Her mother looks at the bowls. Then she kneels and carefully sets them in the doorway and walks out. In a few minutes Sarah gets up to follow her to apologize. She shuffles around the bowls; they are just bowls—bowls she’d bought when she thought she could have a kid—and looks into the den.

Her father sits with his head down on Warren’s desk, his forehead resting against his wrist, which is draped across the phone book. He glances up, startled. There’s a red mark, like a wound, in the center of his forehead. Sarah forgets everything. What she had intended to do, where she is, her mother, apologies. Where is Warren, she wonders.

“What?” her father says tiredly, rubbing his wrist, then his head. “Walking in your sleep again?

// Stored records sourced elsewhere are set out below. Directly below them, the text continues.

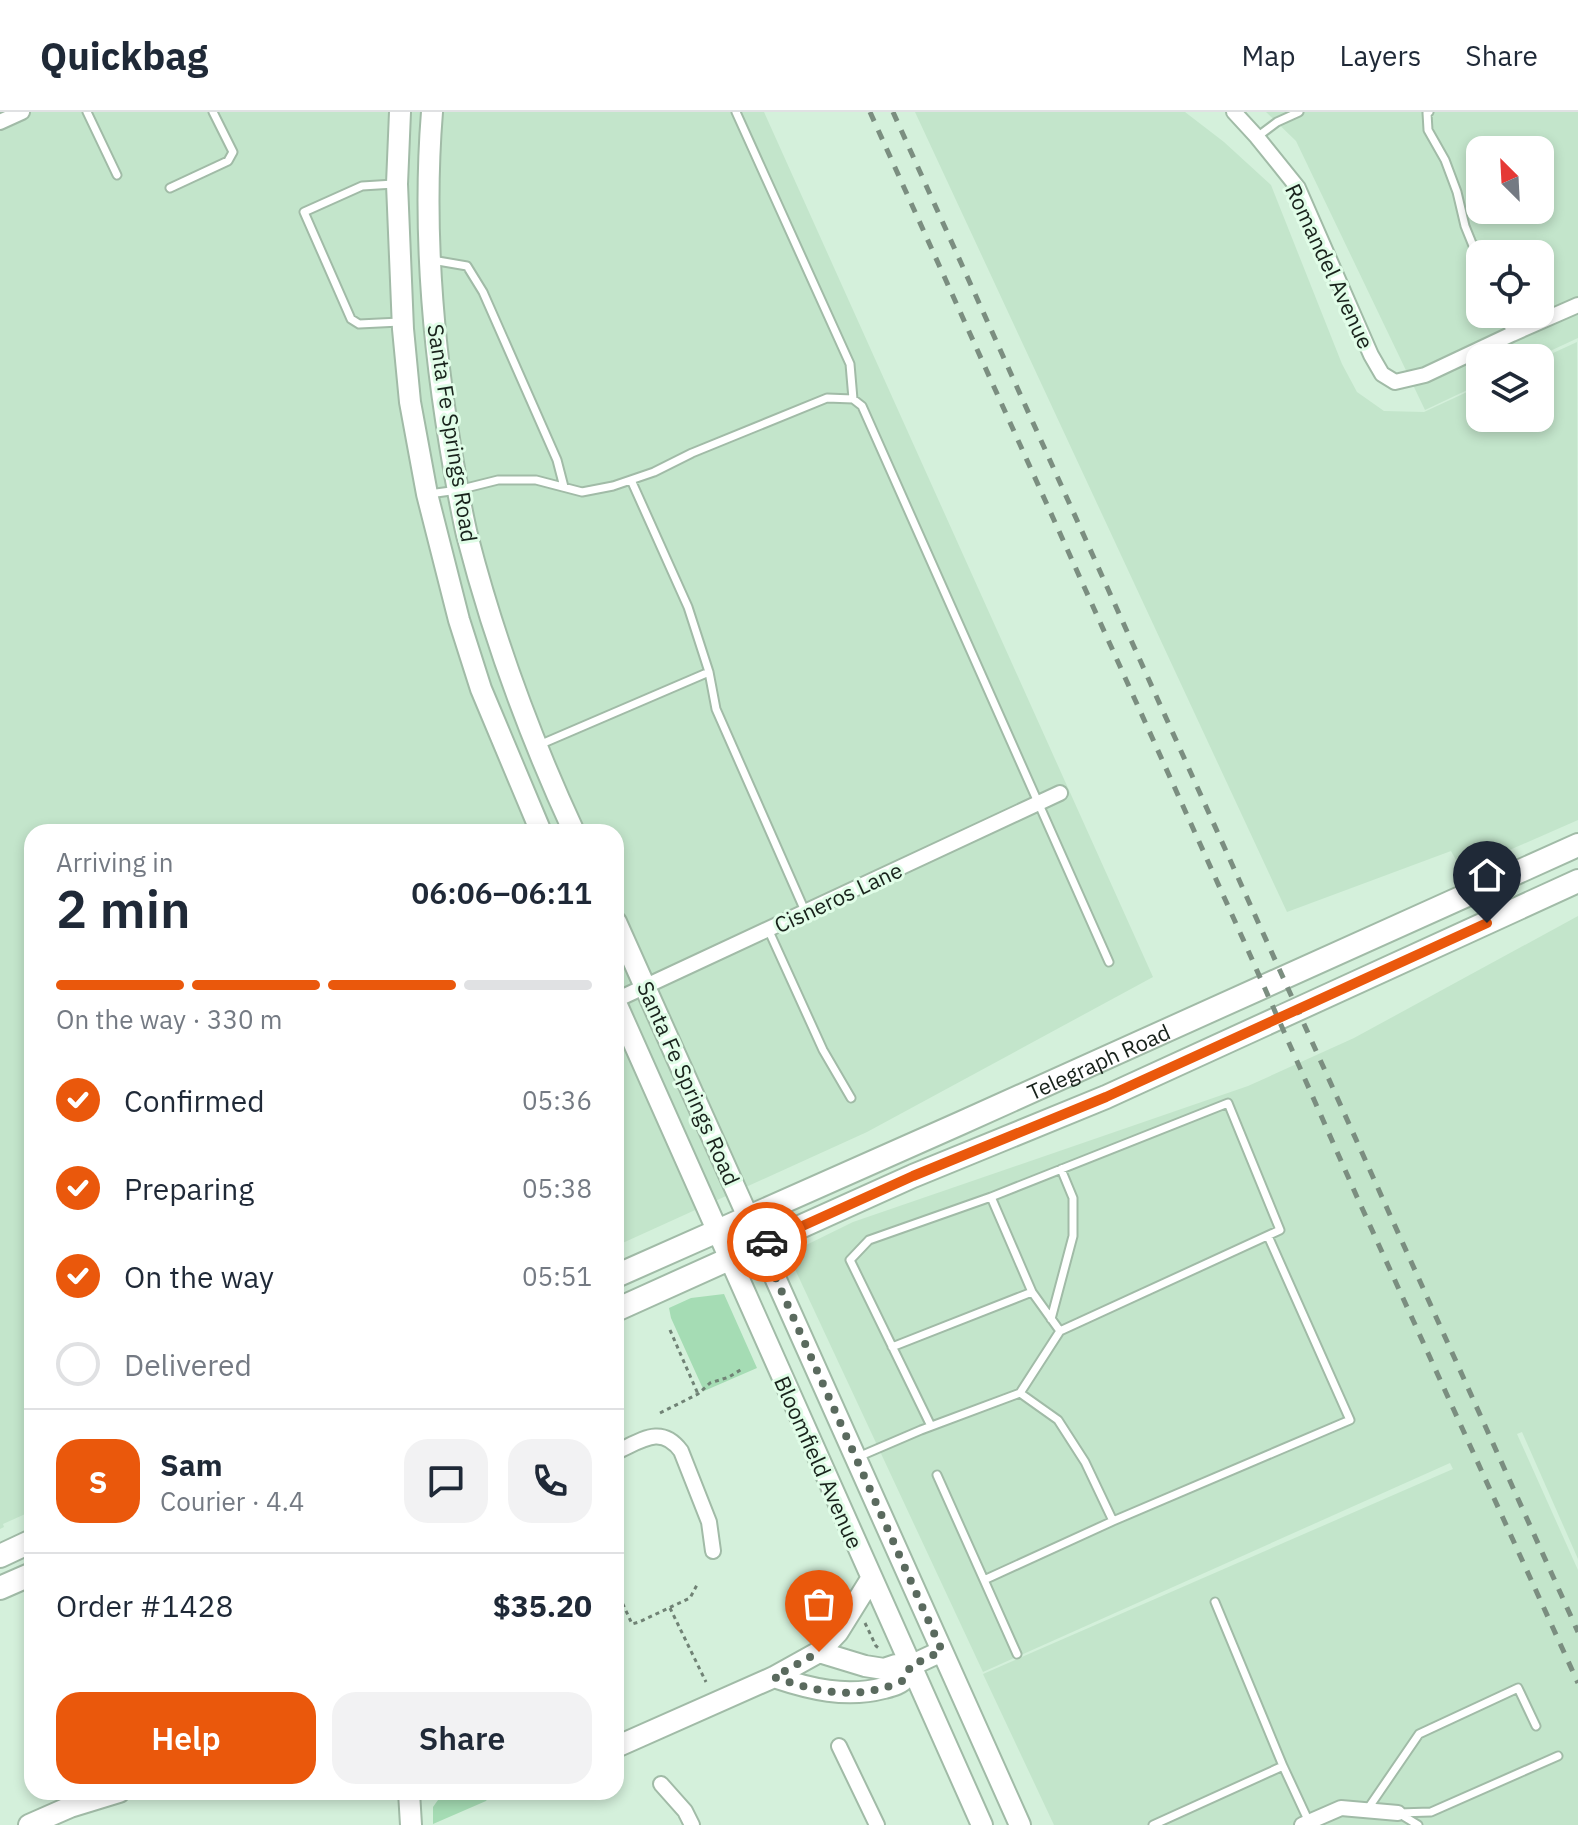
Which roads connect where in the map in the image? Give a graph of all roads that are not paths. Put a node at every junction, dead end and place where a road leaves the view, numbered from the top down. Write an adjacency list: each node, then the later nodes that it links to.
1 (22, 112): 10 (street)
2 (87, 112): 12 (lane)
3 (213, 112): 14 (lane)
4 (400, 112): 13 (main road, Santa Fe Springs Road)
5 (432, 112): 16 (main road, Santa Fe Springs Road)
6 (736, 112): 21 (lane)
7 (1234, 112): 11 (street, Romandel Avenue)
8 (1299, 112): 11 (lane)
9 (1429, 112): 15 (lane)
10 (0, 122)
11 (1257, 137): 20 (street, Romandel Avenue)
12 (117, 175)
13 (397, 184): 18 (main road, Santa Fe Springs Road); 18 (lane)
14 (170, 188)
15 (1471, 240)
16 (430, 260): 23 (lane); 24 (main road, Santa Fe Springs Road)
17 (1578, 305): 20 (street)
18 (403, 322): 25 (main road, Santa Fe Springs Road)
19 (1509, 328): 20 (lane)
20 (1512, 334)
21 (853, 399): 22 (lane); 29 (lane)
22 (631, 480): 23 (lane); 26 (lane)
23 (564, 487): 24 (lane)
24 (458, 490): 25 (lane); 27 (main road, Santa Fe Springs Road)
25 (427, 494): 30 (main road, Santa Fe Springs Road)
26 (709, 672): 27 (lane); 34 (lane)
27 (538, 746): 31 (main road, Santa Fe Springs Road)
28 (1060, 793): 29 (street, Cisneros Lane)
29 (1038, 804): 34 (street, Cisneros Lane); 37 (lane)
30 (538, 824)
31 (571, 824)
32 (1578, 845): 44 (main road, Telegraph Road)
33 (1578, 881): 47 (main road, Telegraph Road)
34 (806, 912): 35 (street, Cisneros Lane)
35 (768, 929): 38 (street, Cisneros Lane); 41 (lane)
36 (624, 939): 38 (main road, Santa Fe Springs Road)
37 (1109, 962)
38 (646, 986): 39 (street, Cisneros Lane); 44 (main road, Santa Fe Springs Road)
39 (624, 998)
40 (624, 1020): 45 (main road, Santa Fe Springs Road)
41 (851, 1098)
42 (1061, 1169): 43 (lane); 46 (lane); 52 (lane)
43 (991, 1197): 50 (lane); 54 (lane)
44 (748, 1217): 45 (main road, Telegraph Road); 47 (main road, Santa Fe Springs Road)
45 (716, 1231): 48 (main road, Bloomfield Avenue); 49 (main road, Telegraph Road)
46 (1268, 1236): 53 (lane); 60 (lane)
47 (761, 1245): 48 (main road, Telegraph Road); 58 (main road, Bloomfield Avenue)
48 (729, 1259): 51 (main road, Telegraph Road); 65 (main road, Bloomfield Avenue)
49 (624, 1272)
50 (1032, 1292): 52 (lane); 54 (lane)
51 (624, 1306)
52 (1051, 1319): 53 (lane)
53 (1060, 1331): 55 (lane)
54 (892, 1347): 56 (lane)
55 (1020, 1393): 56 (lane); 60 (lane)
56 (931, 1426): 58 (lane)
57 (624, 1449): 62 (street)
58 (856, 1458): 69 (main road, Bloomfield Avenue)
59 (937, 1475): 66 (lane)
60 (1113, 1521): 66 (lane)
61 (24, 1544): 63 (main road)
62 (713, 1551)
63 (1, 1554)
64 (24, 1578): 67 (main road)
65 (871, 1579): 70 (main road); 72 (main road, Bloomfield Avenue)
66 (984, 1580): 71 (lane)
67 (0, 1588)
68 (1215, 1602): 78 (lane)
69 (942, 1651): 72 (main road); 90 (main road, Bloomfield Avenue)
70 (819, 1652): 72 (main road); 73 (main road)
71 (1017, 1654)
72 (910, 1666): 73 (main road); 89 (main road, Bloomfield Avenue)
73 (774, 1677): 75 (main road)
74 (1536, 1726): 82 (lane)
75 (624, 1743)
76 (839, 1746): 88 (street)
77 (1558, 1756): 83 (lane)
78 (1283, 1766): 84 (lane); 91 (lane)
79 (661, 1784): 87 (street)
80 (93, 1800): 85 (main road)
81 (409, 1800): 86 (main road)
82 (1367, 1810): 83 (street); 84 (street)
83 (1398, 1813): 92 (lane)
84 (1305, 1823)
85 (29, 1825)
86 (411, 1825)
87 (692, 1825)
88 (877, 1825)
89 (982, 1825)
90 (1020, 1825)
91 (1153, 1825)
92 (1418, 1825)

What is it?”

The next day Sarah is still wearing her bathrobe at three in the afternoon, trying to sit without sitting in the living room, when the furniture repairman drives up in his pickup. He is coming at her father’s request to give an estimate on fixing the dining room table damaged by movers. Sarah sees the white of his cab as he passes beyond the courtyard wall, hears brakes groan, then a couple of door slams. The new and therefore unfamiliar doorbell rings, a flat strangled sound. She can’t get used to it.

Sarah’s mother answers the door, and Sarah hears them talking as they come down the hallway.

“My wife informed me he’d be mine today,” the repairman is saying as he comes around the corner, avoiding the books stacked there. He is a vigorous-looking short man with graying curly hair grown longer in back and worn in a ponytail, and small but bright dark eyes. He wears an earring, a gold loop graced with one clear green bead, and tendrils from a tattoo reach up his neck. Sarah’s mother steps in front of him, smiling anxiously. Then Sarah sees the boy.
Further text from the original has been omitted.